7時45分、起床。
トースト、サラダ(ウィンナーソーセージ、トマト、レタス)、紅茶の朝食。
9時半に家を出て、池袋へ。東急ハンズ池袋店で開催中の「文鳥と仲間たちトリトブ部屋」展にカフェ仲間の陶芸家清水直子さんが出品しているので、卒業生のアリさん(2000年卒、一文社会学専修)と一緒に見に行く約束をした。アリさんとは昨年11月に清水さんが吉祥寺東急で個展を開催したときも一緒に行っている。清水さんの作品のファンなのである。
池袋東口のサンシャイン通り入口の五差路のところで待ち合わせる。今日は夏の陽射しが強いが、ここは大きな木陰になっている。
次女のミリちゃんも一緒である。吉祥寺東急の個展のときは6か月だったミリちゃんは、先日、満一歳になった。
今回の作品のメインモチーフは文鳥であるが、文鳥以外の鳥の図柄の作品も多い。
あれこれ迷った末、アリさんはスワン柄の湯呑に決めた。前回の湯呑は長女に譲りますとのこと。

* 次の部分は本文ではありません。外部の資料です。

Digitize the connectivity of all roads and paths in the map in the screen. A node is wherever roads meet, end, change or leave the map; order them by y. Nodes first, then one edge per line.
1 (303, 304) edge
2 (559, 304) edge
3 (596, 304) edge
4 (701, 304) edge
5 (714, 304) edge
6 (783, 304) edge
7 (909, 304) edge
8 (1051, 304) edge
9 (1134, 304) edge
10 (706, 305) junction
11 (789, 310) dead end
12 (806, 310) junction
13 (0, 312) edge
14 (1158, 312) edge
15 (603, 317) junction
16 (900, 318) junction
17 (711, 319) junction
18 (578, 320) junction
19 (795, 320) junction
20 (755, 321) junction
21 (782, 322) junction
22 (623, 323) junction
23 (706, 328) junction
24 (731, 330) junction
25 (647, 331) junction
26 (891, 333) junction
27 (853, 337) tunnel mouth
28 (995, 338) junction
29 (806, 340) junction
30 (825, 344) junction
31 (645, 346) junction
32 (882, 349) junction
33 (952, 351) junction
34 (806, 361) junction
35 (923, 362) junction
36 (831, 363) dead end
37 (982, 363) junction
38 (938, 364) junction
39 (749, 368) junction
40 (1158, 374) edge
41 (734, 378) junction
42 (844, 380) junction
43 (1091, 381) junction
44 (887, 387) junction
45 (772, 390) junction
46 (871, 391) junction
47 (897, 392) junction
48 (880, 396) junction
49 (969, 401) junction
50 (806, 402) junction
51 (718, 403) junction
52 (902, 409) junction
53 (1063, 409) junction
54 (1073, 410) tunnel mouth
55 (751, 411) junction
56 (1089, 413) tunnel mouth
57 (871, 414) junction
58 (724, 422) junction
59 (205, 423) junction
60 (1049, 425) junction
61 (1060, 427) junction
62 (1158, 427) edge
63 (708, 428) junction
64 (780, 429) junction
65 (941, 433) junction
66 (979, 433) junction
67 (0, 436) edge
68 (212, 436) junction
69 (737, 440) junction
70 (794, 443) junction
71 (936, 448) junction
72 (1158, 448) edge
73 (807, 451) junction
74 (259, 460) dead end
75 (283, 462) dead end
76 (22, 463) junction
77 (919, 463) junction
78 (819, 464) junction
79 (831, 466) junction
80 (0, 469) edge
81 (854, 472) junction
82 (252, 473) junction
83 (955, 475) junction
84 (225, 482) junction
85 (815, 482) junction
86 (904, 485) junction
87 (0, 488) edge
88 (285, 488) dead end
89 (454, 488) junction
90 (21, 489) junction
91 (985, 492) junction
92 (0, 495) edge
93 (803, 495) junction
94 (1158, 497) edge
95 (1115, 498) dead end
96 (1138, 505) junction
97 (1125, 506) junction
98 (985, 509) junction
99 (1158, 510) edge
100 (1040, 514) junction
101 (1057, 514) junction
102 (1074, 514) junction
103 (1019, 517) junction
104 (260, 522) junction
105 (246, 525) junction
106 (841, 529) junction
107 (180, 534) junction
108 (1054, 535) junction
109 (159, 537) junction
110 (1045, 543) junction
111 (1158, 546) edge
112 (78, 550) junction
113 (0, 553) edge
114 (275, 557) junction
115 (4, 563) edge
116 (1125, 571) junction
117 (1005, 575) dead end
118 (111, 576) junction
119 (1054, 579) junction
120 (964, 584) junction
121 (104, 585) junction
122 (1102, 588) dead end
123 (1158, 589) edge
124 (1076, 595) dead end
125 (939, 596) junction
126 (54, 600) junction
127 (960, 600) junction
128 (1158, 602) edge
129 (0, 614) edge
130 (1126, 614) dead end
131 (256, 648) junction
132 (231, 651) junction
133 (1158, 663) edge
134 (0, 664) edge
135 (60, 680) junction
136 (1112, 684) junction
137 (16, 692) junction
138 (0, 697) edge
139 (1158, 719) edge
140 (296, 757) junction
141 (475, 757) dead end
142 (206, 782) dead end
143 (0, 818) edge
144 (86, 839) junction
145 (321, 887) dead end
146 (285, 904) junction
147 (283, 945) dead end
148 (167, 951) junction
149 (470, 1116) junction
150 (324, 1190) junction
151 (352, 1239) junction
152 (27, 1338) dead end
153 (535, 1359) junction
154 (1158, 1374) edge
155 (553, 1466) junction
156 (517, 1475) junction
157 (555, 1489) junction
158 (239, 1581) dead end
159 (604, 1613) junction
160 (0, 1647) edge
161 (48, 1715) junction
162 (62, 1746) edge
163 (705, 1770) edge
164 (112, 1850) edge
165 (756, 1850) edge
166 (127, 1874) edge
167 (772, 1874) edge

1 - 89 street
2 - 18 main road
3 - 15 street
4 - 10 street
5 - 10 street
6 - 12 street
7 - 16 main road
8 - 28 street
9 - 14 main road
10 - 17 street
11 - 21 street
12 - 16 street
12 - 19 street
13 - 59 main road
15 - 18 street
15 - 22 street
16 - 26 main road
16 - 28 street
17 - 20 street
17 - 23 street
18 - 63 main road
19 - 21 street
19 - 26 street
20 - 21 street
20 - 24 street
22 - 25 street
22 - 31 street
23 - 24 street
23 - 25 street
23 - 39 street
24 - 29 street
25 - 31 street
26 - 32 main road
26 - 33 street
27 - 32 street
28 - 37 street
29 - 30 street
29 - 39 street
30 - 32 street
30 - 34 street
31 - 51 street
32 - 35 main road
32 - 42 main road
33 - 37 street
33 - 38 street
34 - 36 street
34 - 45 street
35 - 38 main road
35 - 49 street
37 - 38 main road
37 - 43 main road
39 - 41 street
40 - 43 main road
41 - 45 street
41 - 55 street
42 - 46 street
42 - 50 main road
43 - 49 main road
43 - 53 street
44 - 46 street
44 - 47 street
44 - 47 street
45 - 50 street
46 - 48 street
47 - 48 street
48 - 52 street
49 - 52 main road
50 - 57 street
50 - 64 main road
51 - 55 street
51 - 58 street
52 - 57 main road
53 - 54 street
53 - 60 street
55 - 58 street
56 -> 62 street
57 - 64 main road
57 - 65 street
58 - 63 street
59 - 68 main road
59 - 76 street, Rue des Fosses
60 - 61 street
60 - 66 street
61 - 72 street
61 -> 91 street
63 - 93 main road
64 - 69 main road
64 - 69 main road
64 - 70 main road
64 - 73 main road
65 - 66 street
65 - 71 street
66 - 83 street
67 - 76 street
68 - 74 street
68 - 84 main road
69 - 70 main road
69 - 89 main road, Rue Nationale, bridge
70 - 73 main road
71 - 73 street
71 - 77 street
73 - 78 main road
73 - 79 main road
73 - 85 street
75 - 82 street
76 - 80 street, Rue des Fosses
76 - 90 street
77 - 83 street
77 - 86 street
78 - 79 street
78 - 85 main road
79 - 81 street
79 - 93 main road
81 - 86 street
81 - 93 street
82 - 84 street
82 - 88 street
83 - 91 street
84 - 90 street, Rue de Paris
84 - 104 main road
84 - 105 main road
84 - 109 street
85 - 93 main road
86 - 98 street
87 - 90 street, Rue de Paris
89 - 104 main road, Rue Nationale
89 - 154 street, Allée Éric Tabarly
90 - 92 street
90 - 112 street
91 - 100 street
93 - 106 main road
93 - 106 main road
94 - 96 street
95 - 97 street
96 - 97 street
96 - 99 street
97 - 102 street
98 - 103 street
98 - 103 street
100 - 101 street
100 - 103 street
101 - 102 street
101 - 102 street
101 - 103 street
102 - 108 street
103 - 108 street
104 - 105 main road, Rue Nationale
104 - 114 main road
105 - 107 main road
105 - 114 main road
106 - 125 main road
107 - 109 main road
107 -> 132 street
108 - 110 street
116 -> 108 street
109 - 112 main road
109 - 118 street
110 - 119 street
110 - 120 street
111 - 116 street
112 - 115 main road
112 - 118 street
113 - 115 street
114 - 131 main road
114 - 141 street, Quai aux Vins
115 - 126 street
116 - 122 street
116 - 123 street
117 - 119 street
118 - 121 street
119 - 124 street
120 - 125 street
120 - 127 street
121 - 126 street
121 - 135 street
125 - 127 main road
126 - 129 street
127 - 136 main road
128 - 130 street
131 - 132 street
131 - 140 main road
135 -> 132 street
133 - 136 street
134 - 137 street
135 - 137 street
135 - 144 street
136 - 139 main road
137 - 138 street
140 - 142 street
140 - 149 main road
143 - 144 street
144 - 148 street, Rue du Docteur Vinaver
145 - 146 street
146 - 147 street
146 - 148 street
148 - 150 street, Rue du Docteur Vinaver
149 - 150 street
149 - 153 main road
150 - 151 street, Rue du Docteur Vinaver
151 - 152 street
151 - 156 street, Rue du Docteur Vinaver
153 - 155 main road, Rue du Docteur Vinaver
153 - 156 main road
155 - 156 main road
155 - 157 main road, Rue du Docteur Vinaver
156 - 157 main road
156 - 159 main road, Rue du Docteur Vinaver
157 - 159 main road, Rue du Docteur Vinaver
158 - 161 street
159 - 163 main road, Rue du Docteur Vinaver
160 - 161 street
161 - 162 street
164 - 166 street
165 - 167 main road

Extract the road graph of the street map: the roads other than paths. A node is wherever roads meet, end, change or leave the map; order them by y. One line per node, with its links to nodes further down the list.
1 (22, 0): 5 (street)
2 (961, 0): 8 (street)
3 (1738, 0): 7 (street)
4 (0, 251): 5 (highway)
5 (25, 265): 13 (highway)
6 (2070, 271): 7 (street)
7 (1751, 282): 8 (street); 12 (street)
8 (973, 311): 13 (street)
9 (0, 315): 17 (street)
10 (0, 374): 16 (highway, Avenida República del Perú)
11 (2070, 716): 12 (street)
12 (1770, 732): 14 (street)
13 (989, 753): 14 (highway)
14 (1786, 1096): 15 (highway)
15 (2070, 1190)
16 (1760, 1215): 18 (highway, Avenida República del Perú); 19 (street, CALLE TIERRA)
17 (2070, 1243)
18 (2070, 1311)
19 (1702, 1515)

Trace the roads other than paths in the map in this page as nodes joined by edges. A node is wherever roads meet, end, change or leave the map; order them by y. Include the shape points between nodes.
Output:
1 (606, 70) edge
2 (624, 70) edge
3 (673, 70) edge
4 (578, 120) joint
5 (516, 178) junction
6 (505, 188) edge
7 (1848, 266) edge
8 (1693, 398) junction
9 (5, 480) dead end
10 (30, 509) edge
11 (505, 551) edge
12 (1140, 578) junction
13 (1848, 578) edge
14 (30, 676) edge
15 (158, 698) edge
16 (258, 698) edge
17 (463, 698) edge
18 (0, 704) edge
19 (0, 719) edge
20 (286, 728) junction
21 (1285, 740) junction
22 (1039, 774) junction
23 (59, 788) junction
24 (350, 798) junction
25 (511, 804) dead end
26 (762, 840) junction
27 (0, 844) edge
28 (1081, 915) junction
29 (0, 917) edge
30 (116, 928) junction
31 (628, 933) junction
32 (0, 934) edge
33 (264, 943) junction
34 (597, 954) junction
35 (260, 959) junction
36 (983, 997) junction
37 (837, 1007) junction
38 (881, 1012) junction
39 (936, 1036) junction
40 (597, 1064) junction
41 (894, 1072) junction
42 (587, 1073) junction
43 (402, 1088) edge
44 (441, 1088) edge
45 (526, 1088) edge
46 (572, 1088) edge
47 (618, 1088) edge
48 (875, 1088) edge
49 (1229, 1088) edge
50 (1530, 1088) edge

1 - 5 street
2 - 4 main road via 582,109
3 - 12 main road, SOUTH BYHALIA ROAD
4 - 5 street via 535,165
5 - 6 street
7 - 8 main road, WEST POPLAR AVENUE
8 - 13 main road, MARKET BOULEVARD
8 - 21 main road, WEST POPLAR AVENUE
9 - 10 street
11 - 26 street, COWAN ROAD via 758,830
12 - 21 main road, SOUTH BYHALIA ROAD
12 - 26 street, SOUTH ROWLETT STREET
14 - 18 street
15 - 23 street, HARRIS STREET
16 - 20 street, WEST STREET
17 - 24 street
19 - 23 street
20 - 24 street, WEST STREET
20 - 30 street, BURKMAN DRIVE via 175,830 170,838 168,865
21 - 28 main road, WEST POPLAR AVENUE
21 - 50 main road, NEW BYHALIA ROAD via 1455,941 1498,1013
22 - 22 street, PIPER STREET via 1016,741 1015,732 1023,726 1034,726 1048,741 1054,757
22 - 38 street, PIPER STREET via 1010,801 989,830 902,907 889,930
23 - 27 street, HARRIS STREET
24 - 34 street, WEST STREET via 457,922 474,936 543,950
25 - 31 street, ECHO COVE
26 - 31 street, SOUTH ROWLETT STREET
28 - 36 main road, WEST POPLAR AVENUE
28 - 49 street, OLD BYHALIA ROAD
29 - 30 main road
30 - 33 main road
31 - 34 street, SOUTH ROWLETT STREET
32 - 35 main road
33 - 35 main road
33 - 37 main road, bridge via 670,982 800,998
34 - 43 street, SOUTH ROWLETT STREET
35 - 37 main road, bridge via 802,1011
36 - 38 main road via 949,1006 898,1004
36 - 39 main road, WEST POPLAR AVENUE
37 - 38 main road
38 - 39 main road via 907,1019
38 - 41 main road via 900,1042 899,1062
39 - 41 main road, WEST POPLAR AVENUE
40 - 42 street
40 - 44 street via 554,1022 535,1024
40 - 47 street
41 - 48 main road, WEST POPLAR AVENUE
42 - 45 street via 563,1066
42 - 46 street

買物を終えて、駅前の「TAKASE」というカフェで昼食をとることにした。昭和感にあふれた店で、ベテランの店員さんに尋ねたところ、創業して90年ほどとのこと。おそらく大正時代からやっているカフェなのだ。(あとからネットで調べたら創業は9年で、パン屋としてスタートしたそうである)。
私はホットサンドとクリームソーダを注文。
アリさんはクリームソーダという注文に小さな驚きを隠さなかった。「子供みたいですね」と。君、社会学を勉強した人間は、クリームソーダ=子供という固定観念(暗黙の規範)から自由でなくてはダメだよ。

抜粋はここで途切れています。